Work to be completed: Reproduce the listing that follows character for character, excluding its pictures.

---- Listed entries

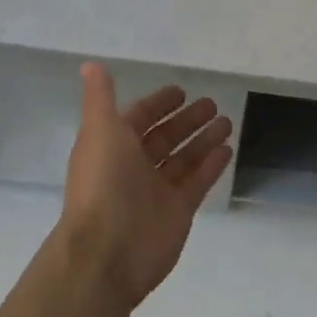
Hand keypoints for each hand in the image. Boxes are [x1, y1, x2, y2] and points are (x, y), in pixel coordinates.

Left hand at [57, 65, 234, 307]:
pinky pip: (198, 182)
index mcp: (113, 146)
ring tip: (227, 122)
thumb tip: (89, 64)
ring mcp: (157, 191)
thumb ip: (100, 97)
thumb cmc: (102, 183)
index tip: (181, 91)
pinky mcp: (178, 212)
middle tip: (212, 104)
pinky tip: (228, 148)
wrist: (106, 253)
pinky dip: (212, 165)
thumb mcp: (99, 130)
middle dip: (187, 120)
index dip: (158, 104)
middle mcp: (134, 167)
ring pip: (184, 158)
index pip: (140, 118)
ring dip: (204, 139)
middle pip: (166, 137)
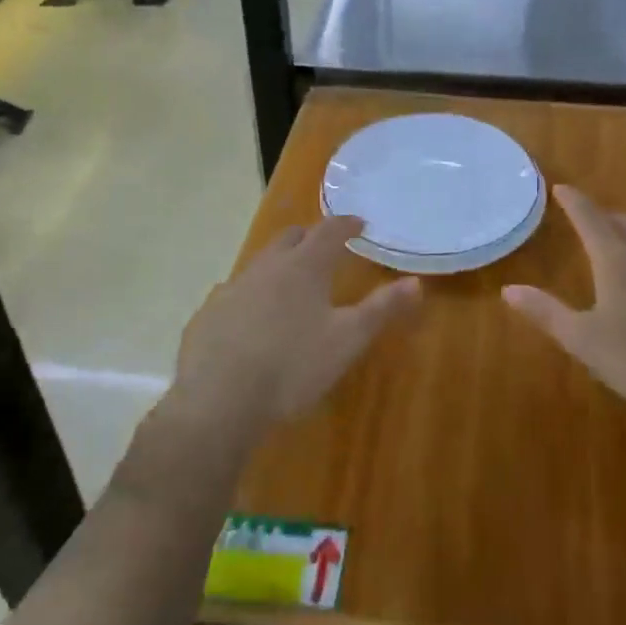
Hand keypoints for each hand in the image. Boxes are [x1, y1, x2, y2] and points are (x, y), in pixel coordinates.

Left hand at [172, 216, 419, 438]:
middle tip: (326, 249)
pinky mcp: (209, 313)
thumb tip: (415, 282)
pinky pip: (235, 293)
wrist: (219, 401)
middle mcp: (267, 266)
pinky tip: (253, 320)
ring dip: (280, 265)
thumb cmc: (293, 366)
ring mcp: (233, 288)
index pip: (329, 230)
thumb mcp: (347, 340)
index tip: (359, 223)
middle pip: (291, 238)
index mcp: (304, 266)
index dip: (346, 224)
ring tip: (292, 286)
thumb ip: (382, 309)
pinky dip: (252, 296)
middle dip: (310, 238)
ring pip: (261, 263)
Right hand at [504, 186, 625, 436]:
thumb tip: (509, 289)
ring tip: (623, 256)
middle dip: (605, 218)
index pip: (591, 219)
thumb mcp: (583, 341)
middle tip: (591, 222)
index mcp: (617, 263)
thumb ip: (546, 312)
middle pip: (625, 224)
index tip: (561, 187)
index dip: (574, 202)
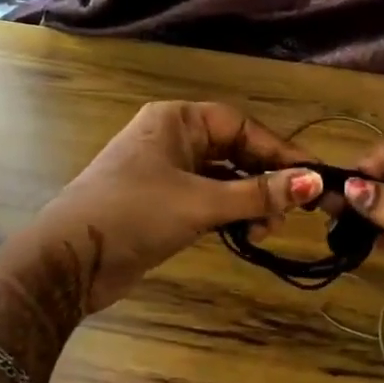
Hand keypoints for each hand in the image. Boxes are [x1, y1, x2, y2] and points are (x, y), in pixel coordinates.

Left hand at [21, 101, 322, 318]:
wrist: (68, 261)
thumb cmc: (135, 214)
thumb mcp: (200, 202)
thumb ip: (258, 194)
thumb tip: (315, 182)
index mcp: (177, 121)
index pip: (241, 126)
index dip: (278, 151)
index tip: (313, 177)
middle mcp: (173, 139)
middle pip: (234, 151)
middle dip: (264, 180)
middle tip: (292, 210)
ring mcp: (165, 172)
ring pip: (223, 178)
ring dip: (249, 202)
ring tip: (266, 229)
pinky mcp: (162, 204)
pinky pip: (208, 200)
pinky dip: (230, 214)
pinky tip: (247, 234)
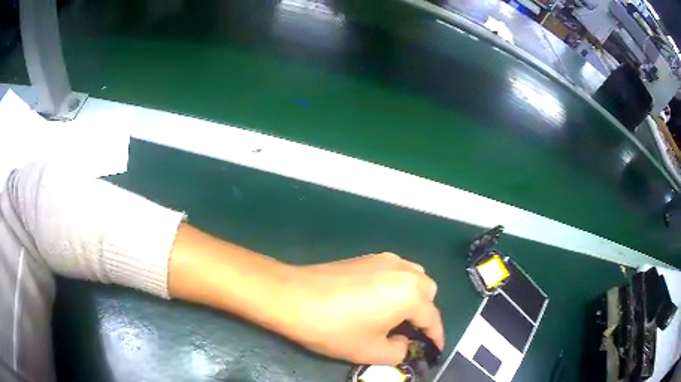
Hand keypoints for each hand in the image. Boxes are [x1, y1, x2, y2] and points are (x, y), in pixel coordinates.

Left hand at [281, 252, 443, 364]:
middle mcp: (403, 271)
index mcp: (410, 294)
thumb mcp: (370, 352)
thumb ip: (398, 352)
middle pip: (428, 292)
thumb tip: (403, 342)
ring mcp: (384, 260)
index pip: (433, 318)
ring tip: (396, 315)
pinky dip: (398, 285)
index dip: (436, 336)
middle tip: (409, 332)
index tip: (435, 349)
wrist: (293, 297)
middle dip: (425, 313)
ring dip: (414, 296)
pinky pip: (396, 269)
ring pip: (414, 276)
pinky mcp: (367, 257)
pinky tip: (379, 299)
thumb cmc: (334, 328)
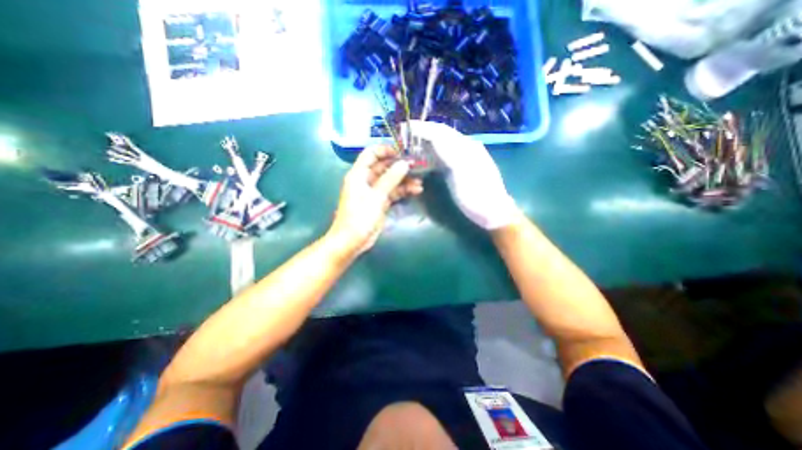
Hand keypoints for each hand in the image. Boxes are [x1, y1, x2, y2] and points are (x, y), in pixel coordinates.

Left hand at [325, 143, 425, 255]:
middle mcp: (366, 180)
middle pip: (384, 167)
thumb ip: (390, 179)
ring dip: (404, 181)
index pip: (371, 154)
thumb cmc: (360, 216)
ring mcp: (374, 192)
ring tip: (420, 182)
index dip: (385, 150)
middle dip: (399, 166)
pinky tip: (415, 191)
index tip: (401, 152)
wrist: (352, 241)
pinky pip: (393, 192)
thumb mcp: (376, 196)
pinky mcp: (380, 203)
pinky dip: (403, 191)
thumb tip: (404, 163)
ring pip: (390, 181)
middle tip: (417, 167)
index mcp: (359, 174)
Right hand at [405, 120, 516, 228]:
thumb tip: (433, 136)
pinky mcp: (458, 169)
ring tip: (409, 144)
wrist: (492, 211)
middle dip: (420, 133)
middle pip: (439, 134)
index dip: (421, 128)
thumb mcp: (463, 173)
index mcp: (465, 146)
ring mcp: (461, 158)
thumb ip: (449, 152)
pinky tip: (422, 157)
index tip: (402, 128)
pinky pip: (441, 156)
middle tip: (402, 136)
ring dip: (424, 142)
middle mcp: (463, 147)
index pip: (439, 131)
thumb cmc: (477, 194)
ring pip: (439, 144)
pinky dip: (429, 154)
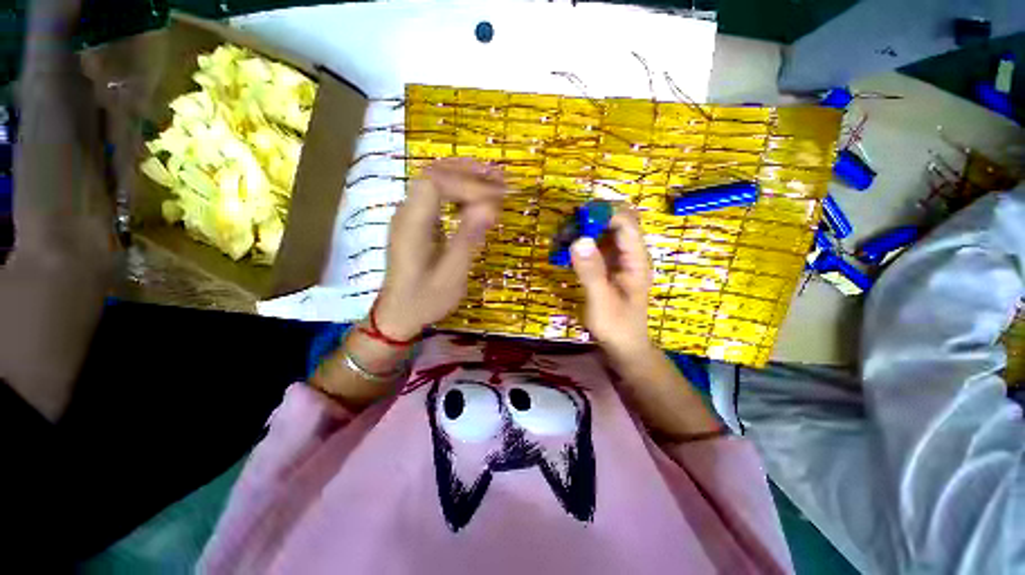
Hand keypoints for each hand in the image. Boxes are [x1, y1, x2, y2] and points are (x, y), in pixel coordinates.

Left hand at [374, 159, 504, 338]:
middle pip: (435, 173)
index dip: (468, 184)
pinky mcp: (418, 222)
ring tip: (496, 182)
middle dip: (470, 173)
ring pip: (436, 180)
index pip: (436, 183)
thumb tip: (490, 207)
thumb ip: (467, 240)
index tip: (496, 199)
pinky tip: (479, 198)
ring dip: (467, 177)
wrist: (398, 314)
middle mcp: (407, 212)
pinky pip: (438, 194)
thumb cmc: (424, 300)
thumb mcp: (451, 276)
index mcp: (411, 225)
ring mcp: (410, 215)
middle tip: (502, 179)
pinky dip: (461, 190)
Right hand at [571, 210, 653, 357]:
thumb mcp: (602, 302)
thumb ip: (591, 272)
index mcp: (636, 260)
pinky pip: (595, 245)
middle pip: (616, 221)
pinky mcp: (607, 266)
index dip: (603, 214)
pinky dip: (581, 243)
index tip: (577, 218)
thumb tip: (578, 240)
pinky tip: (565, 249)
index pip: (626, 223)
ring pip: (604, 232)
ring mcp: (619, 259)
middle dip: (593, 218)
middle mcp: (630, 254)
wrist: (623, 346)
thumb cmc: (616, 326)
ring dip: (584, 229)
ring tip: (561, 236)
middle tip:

--------

Exercise solution:
Hand keypoints for each hand in the image. Boxes are [x1, y1, x2, y2] and points are (x, y), in pixel coordinates.

Left hand at [57, 65, 234, 307]:
pinky pip: (198, 182)
index mcp: (113, 146)
ring tip: (227, 122)
thumb tip: (89, 64)
ring mcp: (157, 191)
thumb ip: (100, 97)
thumb cmc: (102, 183)
index tip: (181, 91)
pinky mcp: (178, 212)
middle tip: (212, 104)
pinky tip: (228, 148)
wrist: (106, 253)
pinky dip: (212, 165)
thumb mcp: (99, 130)
middle dip: (187, 120)
index dip: (158, 104)
middle mcp: (134, 167)
ring pip: (184, 158)
index pip: (140, 118)
ring dip: (204, 139)
middle pip: (166, 137)
Hand keypoints for each hand in the image. Boxes are [x1, y1, x2, y2] and points are (x, y), in pixel coordinates.

Left hand at [172, 216, 419, 438]:
middle tip: (326, 249)
pinky mcp: (209, 313)
thumb tip: (415, 282)
pinky pip: (235, 293)
wrist: (219, 401)
middle mcp: (267, 266)
pinky tip: (253, 320)
ring dip: (280, 265)
thumb cmc: (293, 366)
ring mcp: (233, 288)
index pip: (329, 230)
thumb mcp: (347, 340)
index tip: (359, 223)
middle pip: (291, 238)
index mcp: (304, 266)
index dip: (346, 224)
ring tip: (292, 286)
thumb ip: (382, 309)
pinky dip: (252, 296)
middle dip: (310, 238)
ring pip: (261, 263)
Right hand at [504, 186, 625, 436]:
thumb tip: (509, 289)
ring tip: (623, 256)
middle dip: (605, 218)
index pip: (591, 219)
thumb mcp: (583, 341)
middle tip: (591, 222)
index mcp: (617, 263)
thumb ip: (546, 312)
middle pip: (625, 224)
index tip: (561, 187)
index dip: (574, 202)
Hand keypoints for each hand in the image. Boxes are [x1, y1, x2, y2] and points are (x, y), in pixel coordinates.

Left hand at [21, 101, 322, 318]:
wrist: (68, 261)
thumb cmc: (135, 214)
thumb mcp: (200, 202)
thumb ip: (258, 194)
thumb tip: (315, 182)
index mcp: (177, 121)
index pip: (241, 126)
index dip: (278, 151)
index tip: (313, 177)
middle mcp: (173, 139)
middle pip: (234, 151)
middle dip: (264, 180)
middle tip: (292, 210)
ring mcp: (165, 172)
ring pip: (223, 178)
ring dip: (249, 202)
ring tip: (266, 229)
pinky mcp: (162, 204)
pinky pip: (208, 200)
pinky dip: (230, 214)
pinky tip: (247, 234)
Hand keypoints for each hand in the image. Boxes are [x1, y1, x2, y2] and points are (x, y), in pixel coordinates.

Left hand at [281, 252, 443, 364]:
middle mcp: (403, 271)
index mcp: (410, 294)
thumb mcp: (370, 352)
thumb ip: (398, 352)
middle pip: (428, 292)
thumb tip: (403, 342)
ring mcp: (384, 260)
index pip: (433, 318)
ring tip: (396, 315)
pinky dip: (398, 285)
index dip: (436, 336)
middle tip: (409, 332)
index tip: (435, 349)
wrist: (293, 297)
middle dip: (425, 313)
ring dip: (414, 296)
pinky pip: (396, 269)
ring pip: (414, 276)
pinky mcp: (367, 257)
pinky tip: (379, 299)
thumb cmc: (334, 328)
Hand keypoints for each hand in the image. Boxes are [x1, y1, x2, y2] and points are (x, y), in pixel coordinates.

Left hand at [325, 143, 425, 255]:
middle mcp: (366, 180)
middle pip: (384, 167)
thumb ip: (390, 179)
ring dip: (404, 181)
index pip: (371, 154)
thumb cmc: (360, 216)
ring mcp: (374, 192)
ring tip: (420, 182)
index dip: (385, 150)
middle dip: (399, 166)
pinky tip: (415, 191)
index tip: (401, 152)
wrist: (352, 241)
pinky pip: (393, 192)
thumb mcp: (376, 196)
pinky mcp: (380, 203)
pinky dip: (403, 191)
thumb tip: (404, 163)
ring pip: (390, 181)
middle tip: (417, 167)
index mcp: (359, 174)
Right hand at [405, 120, 516, 228]:
thumb tip: (433, 136)
pinky mcp: (458, 169)
ring tip: (409, 144)
wrist: (492, 211)
middle dip: (420, 133)
middle pip: (439, 134)
index dip: (421, 128)
thumb mcp: (463, 173)
index mcp: (465, 146)
ring mcp: (461, 158)
thumb ip: (449, 152)
pinky tip: (422, 157)
index tip: (402, 128)
pinky pip: (441, 156)
middle tip: (402, 136)
ring dip: (424, 142)
middle mcp: (463, 147)
index pip: (439, 131)
thumb cmc: (477, 194)
ring pip: (439, 144)
pinky dip: (429, 154)
Hand keypoints for each hand in the image. Boxes are [x1, y1, x2, y2] and points are (x, y), in pixel coordinates.

Left hand at [374, 159, 504, 338]:
middle pip: (435, 173)
index dip: (468, 184)
pinky mcp: (418, 222)
ring tip: (496, 182)
middle dip: (470, 173)
ring pip: (436, 180)
index pip: (436, 183)
thumb tip: (490, 207)
thumb ip: (467, 240)
index tip: (496, 199)
pinky tip: (479, 198)
ring dip: (467, 177)
wrist: (398, 314)
middle mcp: (407, 212)
pinky pip: (438, 194)
thumb cmc: (424, 300)
thumb mcp: (451, 276)
index mcp: (411, 225)
ring mcp: (410, 215)
middle tip: (502, 179)
pinky dip: (461, 190)
Right hand at [571, 210, 653, 357]:
thumb mcp: (602, 302)
thumb ip: (591, 272)
index mcp: (636, 260)
pinky pip: (595, 245)
middle pip: (616, 221)
pinky mcp: (607, 266)
index dip: (603, 214)
pinky dip: (581, 243)
index tip: (577, 218)
thumb tip: (578, 240)
pinky tip: (565, 249)
index pip: (626, 223)
ring pip: (604, 232)
ring mcp: (619, 259)
middle dip: (593, 218)
middle mcp: (630, 254)
wrist: (623, 346)
thumb cmc: (616, 326)
ring dip: (584, 229)
ring tip: (561, 236)
middle tip:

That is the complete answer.